Egyptian TV host says slain Italian student Regeni can ‘get lost’
TV host Rania Mahmoud Yassin appeared on a private channel this week complaining about international attention over the killing
An Egyptian TV host has sparked anger after saying Giulio Regeni, the Italian student killed in Egypt last January, can “get lost.”
TV host Rania Mahmoud Yassin appeared on a private channel this week complaining about international attention over the killing.
Regeni, a 28-year-old PhD student at Cambridge University was in Egypt researching trade unions at the time of his disappearance in Cairo on Jan. 25. His body was found badly-mutilated and in a ditch on the outskirts of Cairo on Feb. 3.
“Let me speak honestly, the international attention over Regeni – especially from Britain and the US – it leads to only one truth: this is a conspiracy [against Egypt]!
“They’re making us feel like he’s the only person that has ever been killed! So many Egyptians have been killed, so many have disappeared in other countries, mafias have been doing their work, in countries such as Italy. Italy is known to have mafias and the US too. And South America.
“So many people have been killed and we haven’t seen this kind of uproar before. It’s as if he’s the only person to have been killed in Egypt!
“At first I felt sorry for him, sorry that a young man has been killed. Now, he can get lost!”
Egyptian and Italian Twitter users have spoken out against Yassin’s remarks.

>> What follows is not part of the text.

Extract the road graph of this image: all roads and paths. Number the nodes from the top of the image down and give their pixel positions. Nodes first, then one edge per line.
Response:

To all our Italian friends. She does not represent us— Mohamed Ismail (@longlivesegypt) April 26, 2016
It was reported that the Italian student had been detained by police and then transferred to a compound run by Homeland Security the day he vanished, according to intelligence and police sources.
The claims contradict the official Egyptian account that security services had not arrested him.

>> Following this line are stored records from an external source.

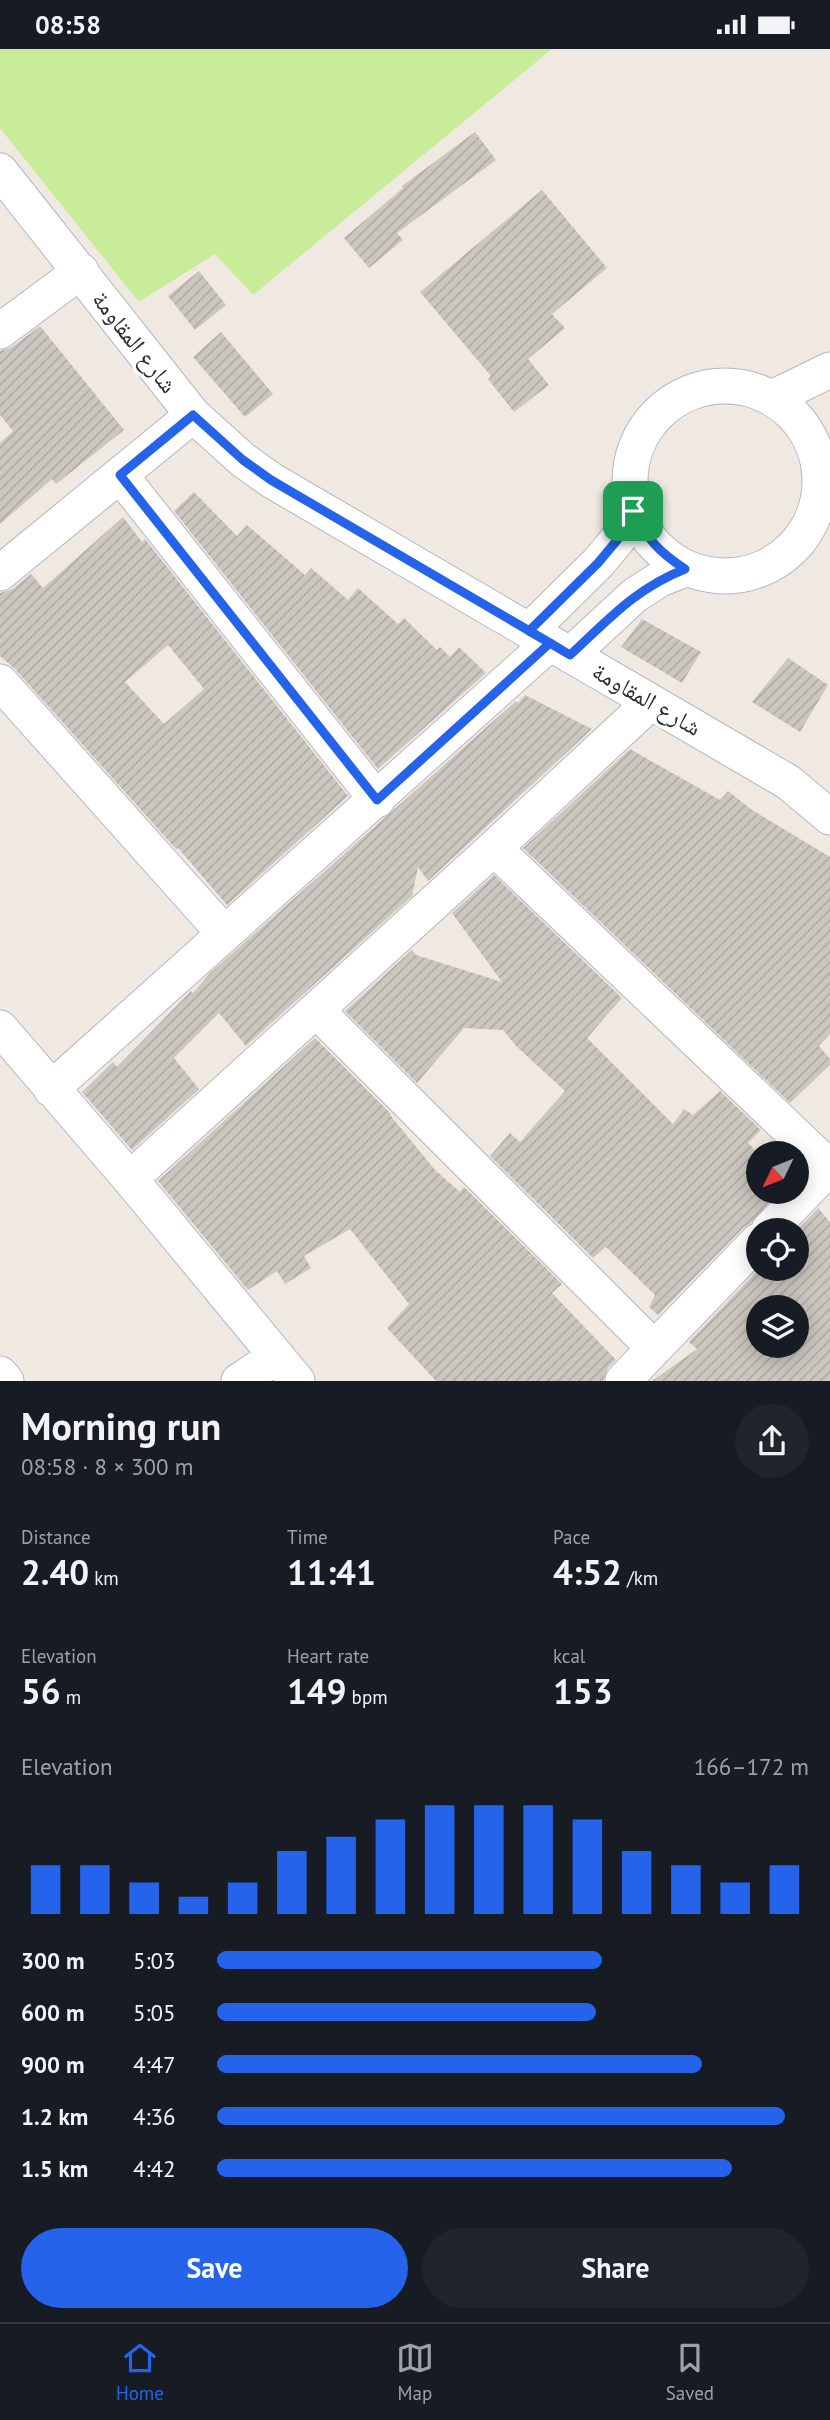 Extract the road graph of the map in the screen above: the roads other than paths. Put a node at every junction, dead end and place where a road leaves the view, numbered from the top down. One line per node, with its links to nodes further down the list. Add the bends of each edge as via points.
1 (0, 171): 2 (street, شارع المقاومة)
2 (80, 271): 3 (street); 6 (street, شارع المقاومة)
3 (0, 331)
4 (830, 370): 5 (street)
5 (772, 398): 7 (street); 9 (street, via 745,387 716,386 688,392 664,407 645,428 633,454 629,482)
6 (193, 415): 8 (street); 12 (street, شارع المقاومة, via 271,480)
7 (824, 449): 10 (street, via 815,516 799,543 775,564 747,575 716,577)
8 (120, 475): 11 (street); 15 (street)
9 (633, 511): 10 (street, via 645,534); 12 (street)
10 (685, 569): 12 (street)
11 (0, 573)
12 (550, 643): 14 (street, شارع المقاومة); 15 (street)
13 (0, 682): 18 (street)
14 (651, 702): 16 (street, شارع المقاومة, via 788,782); 17 (street)
15 (377, 800): 18 (street)
16 (830, 817)
17 (494, 848): 19 (street); 22 (street)
18 (225, 933): 21 (street)
19 (316, 1010): 23 (street); 26 (street)
20 (0, 1028): 21 (street)
21 (51, 1089): 23 (street)
22 (830, 1168): 24 (street)
23 (130, 1179): 27 (street)
24 (781, 1218)
25 (746, 1253): 26 (street)
26 (654, 1348): 31 (street)
27 (287, 1368): 30 (street)
28 (0, 1374): 29 (street)
29 (6, 1381)
30 (239, 1381)
31 (623, 1381)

Authorities initially blamed Regeni’s death on a road accident. A second autopsy, done in Italy, determined that he suffered a fatal fracture of a cervical vertebra, either from a strong blow to the neck or from forced twisting of the neck.
A petition calling for the UK Government to press the case for a full investigation into Regeni’s death has passed 10,000 signatures, requiring the government to respond to the initiative. The British government has previously called for a “full and transparent investigation” into Regeni’s murder, but has not yet responded to the petition.